--- RECORDS PROVIDED ---

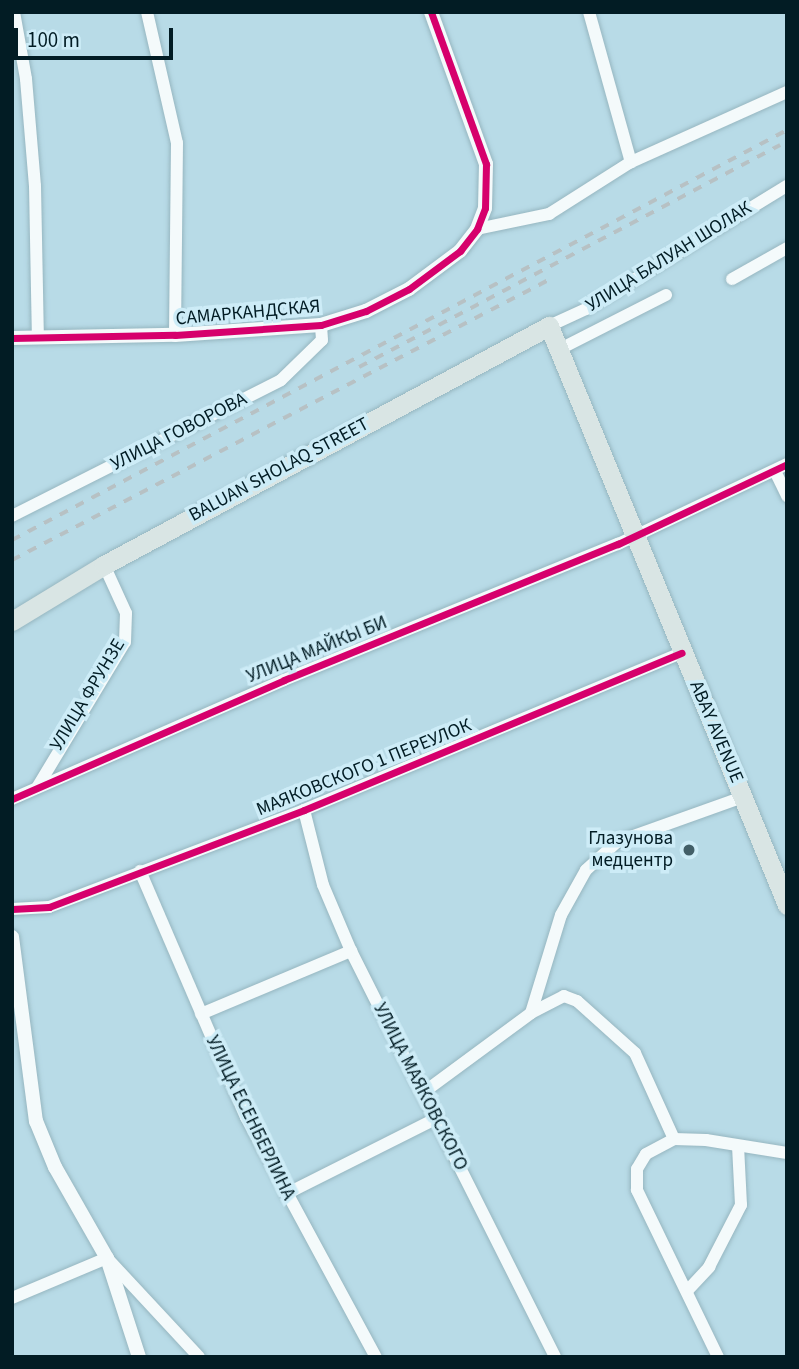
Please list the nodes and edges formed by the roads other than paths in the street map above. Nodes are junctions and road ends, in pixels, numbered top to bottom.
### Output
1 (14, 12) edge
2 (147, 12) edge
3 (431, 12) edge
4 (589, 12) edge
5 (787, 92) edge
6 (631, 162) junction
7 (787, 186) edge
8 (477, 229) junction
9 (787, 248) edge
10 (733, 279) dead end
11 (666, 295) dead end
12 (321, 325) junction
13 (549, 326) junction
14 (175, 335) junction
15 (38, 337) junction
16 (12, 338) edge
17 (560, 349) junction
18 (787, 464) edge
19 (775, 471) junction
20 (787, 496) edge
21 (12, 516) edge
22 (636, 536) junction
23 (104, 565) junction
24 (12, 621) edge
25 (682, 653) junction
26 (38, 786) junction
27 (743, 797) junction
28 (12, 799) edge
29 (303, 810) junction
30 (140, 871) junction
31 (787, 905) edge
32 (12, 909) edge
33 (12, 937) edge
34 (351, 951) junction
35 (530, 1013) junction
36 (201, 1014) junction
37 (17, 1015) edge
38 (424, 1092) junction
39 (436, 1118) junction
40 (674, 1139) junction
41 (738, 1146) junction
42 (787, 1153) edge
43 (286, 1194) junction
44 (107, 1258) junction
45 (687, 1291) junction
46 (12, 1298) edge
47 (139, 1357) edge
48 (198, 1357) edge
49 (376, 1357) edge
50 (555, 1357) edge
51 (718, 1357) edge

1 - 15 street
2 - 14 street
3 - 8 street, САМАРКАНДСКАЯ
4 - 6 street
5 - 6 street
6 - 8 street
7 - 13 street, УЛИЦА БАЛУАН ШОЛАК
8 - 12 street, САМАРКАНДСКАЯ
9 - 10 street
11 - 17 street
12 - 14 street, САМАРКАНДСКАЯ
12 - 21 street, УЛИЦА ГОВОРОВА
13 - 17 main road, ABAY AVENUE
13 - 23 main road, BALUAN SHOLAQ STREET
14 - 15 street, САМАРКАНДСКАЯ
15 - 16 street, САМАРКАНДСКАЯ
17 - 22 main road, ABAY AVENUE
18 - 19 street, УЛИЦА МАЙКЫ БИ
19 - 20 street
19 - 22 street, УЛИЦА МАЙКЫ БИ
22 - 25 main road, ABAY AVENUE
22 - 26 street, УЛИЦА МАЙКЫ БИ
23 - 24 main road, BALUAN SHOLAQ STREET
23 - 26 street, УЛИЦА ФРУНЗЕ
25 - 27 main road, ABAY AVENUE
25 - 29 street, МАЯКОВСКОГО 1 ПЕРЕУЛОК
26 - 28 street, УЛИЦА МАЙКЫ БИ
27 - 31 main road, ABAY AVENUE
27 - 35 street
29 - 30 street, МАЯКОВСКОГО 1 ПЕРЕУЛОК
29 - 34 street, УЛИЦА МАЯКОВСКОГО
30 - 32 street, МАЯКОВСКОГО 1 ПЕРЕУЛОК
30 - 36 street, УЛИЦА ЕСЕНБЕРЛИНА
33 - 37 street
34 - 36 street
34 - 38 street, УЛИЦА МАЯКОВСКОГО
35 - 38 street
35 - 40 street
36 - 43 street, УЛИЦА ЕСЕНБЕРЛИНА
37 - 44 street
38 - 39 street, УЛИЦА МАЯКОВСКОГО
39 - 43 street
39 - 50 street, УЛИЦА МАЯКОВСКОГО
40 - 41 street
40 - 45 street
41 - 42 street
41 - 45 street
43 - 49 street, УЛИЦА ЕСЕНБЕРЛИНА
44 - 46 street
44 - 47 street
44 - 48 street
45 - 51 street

---

- _ACTIVITY_
Each entry above should be copied word for word, with the images omitted.

- _WRITTEN REPLY_
Please list the nodes and edges formed by the roads other than paths in the street map above. Nodes are junctions and road ends, in pixels, numbered top to bottom.
### Output
1 (14, 12) edge
2 (147, 12) edge
3 (431, 12) edge
4 (589, 12) edge
5 (787, 92) edge
6 (631, 162) junction
7 (787, 186) edge
8 (477, 229) junction
9 (787, 248) edge
10 (733, 279) dead end
11 (666, 295) dead end
12 (321, 325) junction
13 (549, 326) junction
14 (175, 335) junction
15 (38, 337) junction
16 (12, 338) edge
17 (560, 349) junction
18 (787, 464) edge
19 (775, 471) junction
20 (787, 496) edge
21 (12, 516) edge
22 (636, 536) junction
23 (104, 565) junction
24 (12, 621) edge
25 (682, 653) junction
26 (38, 786) junction
27 (743, 797) junction
28 (12, 799) edge
29 (303, 810) junction
30 (140, 871) junction
31 (787, 905) edge
32 (12, 909) edge
33 (12, 937) edge
34 (351, 951) junction
35 (530, 1013) junction
36 (201, 1014) junction
37 (17, 1015) edge
38 (424, 1092) junction
39 (436, 1118) junction
40 (674, 1139) junction
41 (738, 1146) junction
42 (787, 1153) edge
43 (286, 1194) junction
44 (107, 1258) junction
45 (687, 1291) junction
46 (12, 1298) edge
47 (139, 1357) edge
48 (198, 1357) edge
49 (376, 1357) edge
50 (555, 1357) edge
51 (718, 1357) edge

1 - 15 street
2 - 14 street
3 - 8 street, САМАРКАНДСКАЯ
4 - 6 street
5 - 6 street
6 - 8 street
7 - 13 street, УЛИЦА БАЛУАН ШОЛАК
8 - 12 street, САМАРКАНДСКАЯ
9 - 10 street
11 - 17 street
12 - 14 street, САМАРКАНДСКАЯ
12 - 21 street, УЛИЦА ГОВОРОВА
13 - 17 main road, ABAY AVENUE
13 - 23 main road, BALUAN SHOLAQ STREET
14 - 15 street, САМАРКАНДСКАЯ
15 - 16 street, САМАРКАНДСКАЯ
17 - 22 main road, ABAY AVENUE
18 - 19 street, УЛИЦА МАЙКЫ БИ
19 - 20 street
19 - 22 street, УЛИЦА МАЙКЫ БИ
22 - 25 main road, ABAY AVENUE
22 - 26 street, УЛИЦА МАЙКЫ БИ
23 - 24 main road, BALUAN SHOLAQ STREET
23 - 26 street, УЛИЦА ФРУНЗЕ
25 - 27 main road, ABAY AVENUE
25 - 29 street, МАЯКОВСКОГО 1 ПЕРЕУЛОК
26 - 28 street, УЛИЦА МАЙКЫ БИ
27 - 31 main road, ABAY AVENUE
27 - 35 street
29 - 30 street, МАЯКОВСКОГО 1 ПЕРЕУЛОК
29 - 34 street, УЛИЦА МАЯКОВСКОГО
30 - 32 street, МАЯКОВСКОГО 1 ПЕРЕУЛОК
30 - 36 street, УЛИЦА ЕСЕНБЕРЛИНА
33 - 37 street
34 - 36 street
34 - 38 street, УЛИЦА МАЯКОВСКОГО
35 - 38 street
35 - 40 street
36 - 43 street, УЛИЦА ЕСЕНБЕРЛИНА
37 - 44 street
38 - 39 street, УЛИЦА МАЯКОВСКОГО
39 - 43 street
39 - 50 street, УЛИЦА МАЯКОВСКОГО
40 - 41 street
40 - 45 street
41 - 42 street
41 - 45 street
43 - 49 street, УЛИЦА ЕСЕНБЕРЛИНА
44 - 46 street
44 - 47 street
44 - 48 street
45 - 51 street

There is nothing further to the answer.